DATASET EXCERPTS:
[Start of section]

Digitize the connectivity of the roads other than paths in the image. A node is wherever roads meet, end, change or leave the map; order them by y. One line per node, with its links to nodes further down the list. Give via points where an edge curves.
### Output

[End of section]
[Start of section]

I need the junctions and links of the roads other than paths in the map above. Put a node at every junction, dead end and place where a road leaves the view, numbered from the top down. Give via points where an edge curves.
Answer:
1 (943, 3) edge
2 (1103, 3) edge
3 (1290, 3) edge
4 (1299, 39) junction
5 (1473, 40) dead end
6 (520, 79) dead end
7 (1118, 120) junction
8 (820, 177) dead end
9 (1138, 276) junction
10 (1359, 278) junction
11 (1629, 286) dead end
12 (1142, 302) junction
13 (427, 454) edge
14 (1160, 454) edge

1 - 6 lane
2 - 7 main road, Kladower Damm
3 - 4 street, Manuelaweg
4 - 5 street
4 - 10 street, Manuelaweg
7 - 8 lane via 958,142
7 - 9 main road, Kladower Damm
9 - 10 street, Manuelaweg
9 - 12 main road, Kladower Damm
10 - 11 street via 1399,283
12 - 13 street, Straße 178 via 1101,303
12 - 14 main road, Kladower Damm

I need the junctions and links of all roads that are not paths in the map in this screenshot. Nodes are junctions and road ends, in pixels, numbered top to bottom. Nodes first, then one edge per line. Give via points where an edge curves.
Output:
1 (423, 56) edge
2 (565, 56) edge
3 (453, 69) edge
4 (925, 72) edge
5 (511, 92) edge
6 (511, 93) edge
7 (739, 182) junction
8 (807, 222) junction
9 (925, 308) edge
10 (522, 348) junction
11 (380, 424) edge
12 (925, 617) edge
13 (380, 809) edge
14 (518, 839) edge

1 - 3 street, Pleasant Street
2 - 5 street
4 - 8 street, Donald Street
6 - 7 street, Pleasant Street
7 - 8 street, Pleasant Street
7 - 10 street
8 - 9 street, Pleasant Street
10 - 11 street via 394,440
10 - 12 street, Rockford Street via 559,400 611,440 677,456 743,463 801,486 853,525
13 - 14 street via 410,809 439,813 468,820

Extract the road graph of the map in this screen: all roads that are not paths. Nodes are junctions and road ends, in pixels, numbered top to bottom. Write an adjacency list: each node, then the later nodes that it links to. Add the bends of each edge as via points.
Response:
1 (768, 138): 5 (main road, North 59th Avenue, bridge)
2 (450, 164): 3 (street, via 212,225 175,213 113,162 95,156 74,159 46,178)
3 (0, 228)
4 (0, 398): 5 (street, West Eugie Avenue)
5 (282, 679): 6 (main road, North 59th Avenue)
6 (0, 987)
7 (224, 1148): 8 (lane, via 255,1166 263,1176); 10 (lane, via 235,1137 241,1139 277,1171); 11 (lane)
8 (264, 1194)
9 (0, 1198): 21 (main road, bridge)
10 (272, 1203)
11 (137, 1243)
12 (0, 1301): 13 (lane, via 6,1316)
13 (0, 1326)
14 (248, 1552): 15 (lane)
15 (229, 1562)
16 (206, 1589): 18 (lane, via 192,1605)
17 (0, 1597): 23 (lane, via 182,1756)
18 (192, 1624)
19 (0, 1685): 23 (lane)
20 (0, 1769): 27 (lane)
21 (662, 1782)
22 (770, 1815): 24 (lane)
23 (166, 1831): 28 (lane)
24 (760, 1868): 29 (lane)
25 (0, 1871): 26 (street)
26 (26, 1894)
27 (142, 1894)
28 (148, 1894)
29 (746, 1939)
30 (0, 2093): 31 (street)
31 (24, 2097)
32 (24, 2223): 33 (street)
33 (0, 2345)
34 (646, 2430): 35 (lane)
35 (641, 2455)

[End of section]
[Start of section]

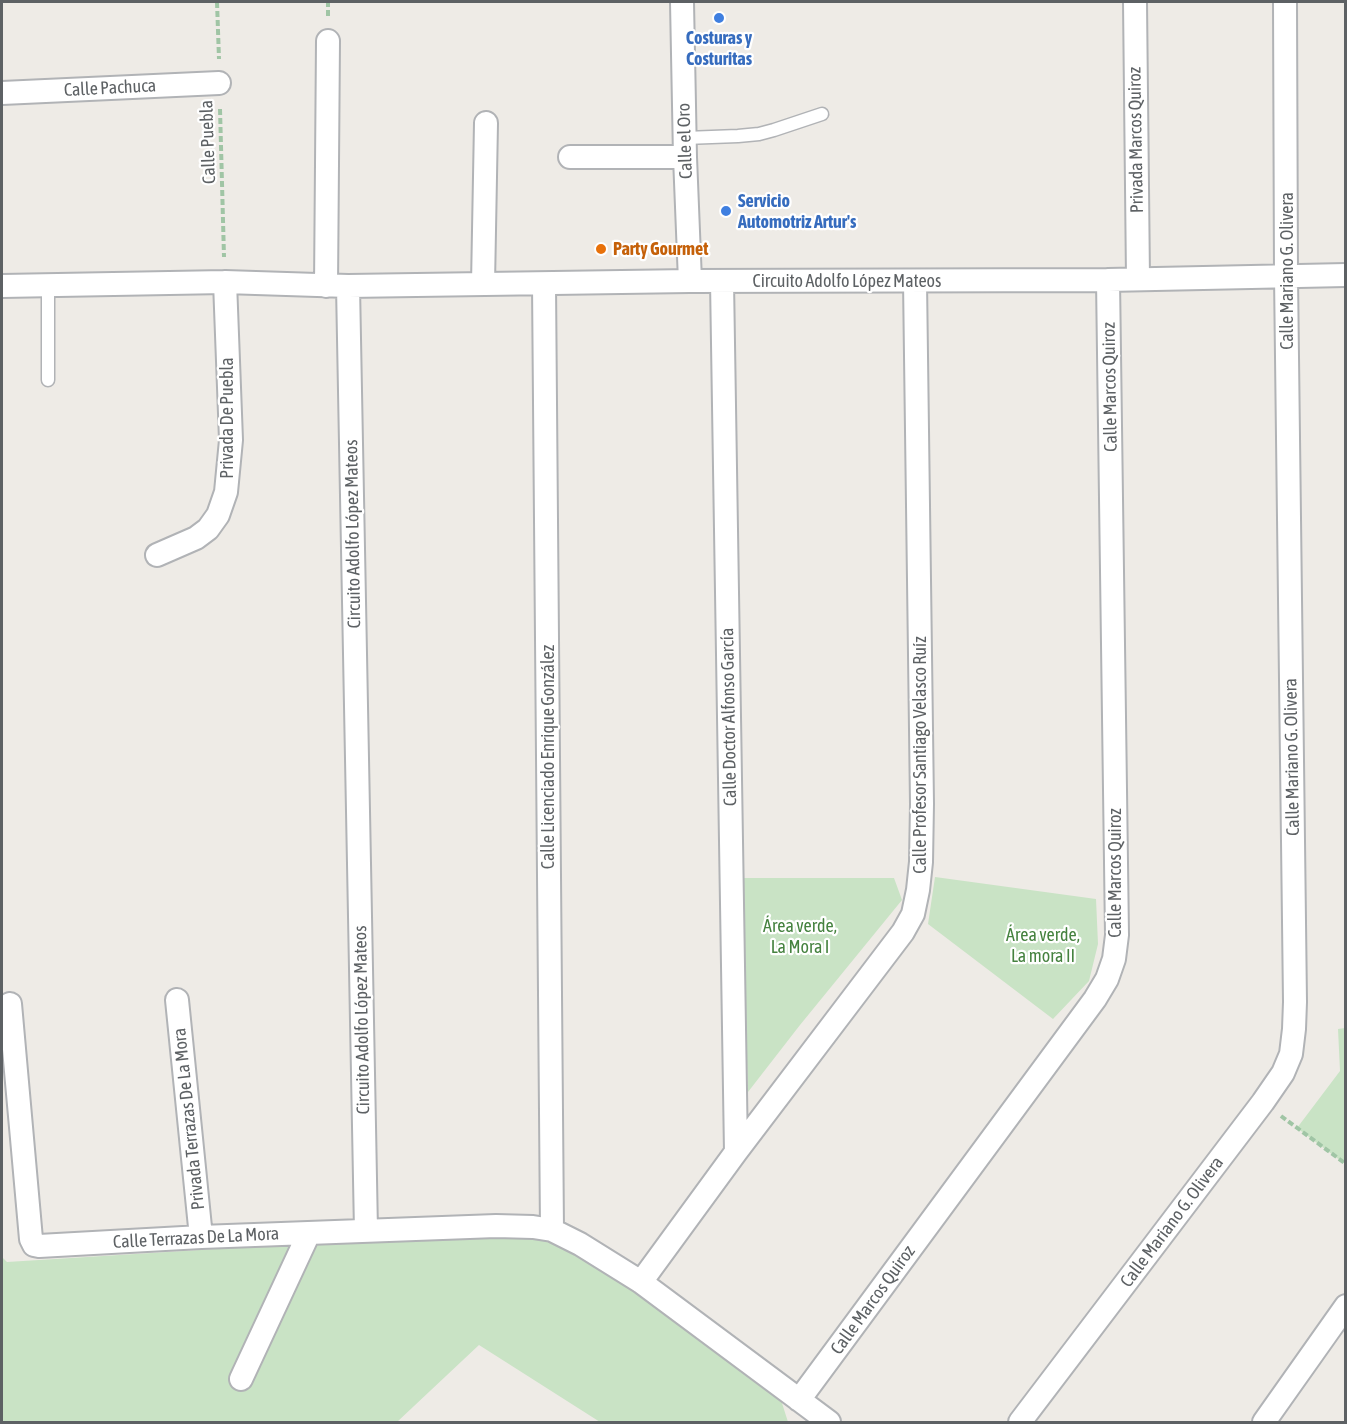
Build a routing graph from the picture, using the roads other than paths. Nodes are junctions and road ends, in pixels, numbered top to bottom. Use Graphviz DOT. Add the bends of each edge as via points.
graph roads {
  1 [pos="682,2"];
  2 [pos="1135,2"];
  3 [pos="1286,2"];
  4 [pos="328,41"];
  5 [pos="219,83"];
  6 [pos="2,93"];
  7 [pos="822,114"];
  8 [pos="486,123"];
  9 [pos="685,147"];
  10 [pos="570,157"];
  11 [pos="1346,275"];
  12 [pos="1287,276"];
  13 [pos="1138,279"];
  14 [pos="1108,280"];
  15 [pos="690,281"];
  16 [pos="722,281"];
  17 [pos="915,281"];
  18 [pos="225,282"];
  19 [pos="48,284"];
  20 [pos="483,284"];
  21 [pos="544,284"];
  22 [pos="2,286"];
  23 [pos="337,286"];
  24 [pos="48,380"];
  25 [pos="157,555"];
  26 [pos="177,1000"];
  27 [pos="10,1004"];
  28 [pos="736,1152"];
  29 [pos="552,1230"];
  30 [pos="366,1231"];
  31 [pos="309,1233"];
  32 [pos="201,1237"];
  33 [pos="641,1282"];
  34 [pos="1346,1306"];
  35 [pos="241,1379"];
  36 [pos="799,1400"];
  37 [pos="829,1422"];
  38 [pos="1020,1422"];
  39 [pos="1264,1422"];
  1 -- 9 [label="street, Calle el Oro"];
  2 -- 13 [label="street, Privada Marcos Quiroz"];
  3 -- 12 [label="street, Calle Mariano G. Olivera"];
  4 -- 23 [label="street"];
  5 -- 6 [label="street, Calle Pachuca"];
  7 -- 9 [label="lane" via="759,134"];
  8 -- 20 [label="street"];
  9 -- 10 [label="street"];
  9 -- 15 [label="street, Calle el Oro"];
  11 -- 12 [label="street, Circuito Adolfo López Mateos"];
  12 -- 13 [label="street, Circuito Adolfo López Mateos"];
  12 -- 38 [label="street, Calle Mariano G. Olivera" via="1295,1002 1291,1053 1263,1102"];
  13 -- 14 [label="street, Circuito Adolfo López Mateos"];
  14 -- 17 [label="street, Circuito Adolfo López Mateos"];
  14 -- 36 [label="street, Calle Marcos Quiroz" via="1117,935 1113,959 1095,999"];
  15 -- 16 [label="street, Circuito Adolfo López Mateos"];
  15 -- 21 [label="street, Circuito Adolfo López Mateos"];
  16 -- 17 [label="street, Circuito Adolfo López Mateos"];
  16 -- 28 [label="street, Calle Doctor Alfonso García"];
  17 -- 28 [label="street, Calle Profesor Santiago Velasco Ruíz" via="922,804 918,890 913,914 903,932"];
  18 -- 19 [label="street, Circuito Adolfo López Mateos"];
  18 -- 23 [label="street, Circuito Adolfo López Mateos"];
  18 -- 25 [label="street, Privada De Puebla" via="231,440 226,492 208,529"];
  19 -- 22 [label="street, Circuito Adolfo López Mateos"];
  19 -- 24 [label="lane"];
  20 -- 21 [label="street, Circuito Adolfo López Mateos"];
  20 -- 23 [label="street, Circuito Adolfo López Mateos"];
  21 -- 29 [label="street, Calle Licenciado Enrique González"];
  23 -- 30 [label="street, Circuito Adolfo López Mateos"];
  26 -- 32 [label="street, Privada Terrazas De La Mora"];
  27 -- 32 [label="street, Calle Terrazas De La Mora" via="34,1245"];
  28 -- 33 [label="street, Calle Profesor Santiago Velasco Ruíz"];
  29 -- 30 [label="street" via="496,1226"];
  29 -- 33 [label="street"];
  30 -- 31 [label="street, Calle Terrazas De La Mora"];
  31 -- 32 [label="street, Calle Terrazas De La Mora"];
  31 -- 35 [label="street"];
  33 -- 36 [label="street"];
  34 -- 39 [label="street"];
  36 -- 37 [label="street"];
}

[End of section]

EXERCISE GOAL: Reproduce each line above that contains "where".

SOLUTION FOR THIS EXERCISE:
Digitize the connectivity of the roads other than paths in the image. A node is wherever roads meet, end, change or leave the map; order them by y. One line per node, with its links to nodes further down the list. Give via points where an edge curves.
I need the junctions and links of the roads other than paths in the map above. Put a node at every junction, dead end and place where a road leaves the view, numbered from the top down. Give via points where an edge curves.
I need the junctions and links of all roads that are not paths in the map in this screenshot. Nodes are junctions and road ends, in pixels, numbered top to bottom. Nodes first, then one edge per line. Give via points where an edge curves.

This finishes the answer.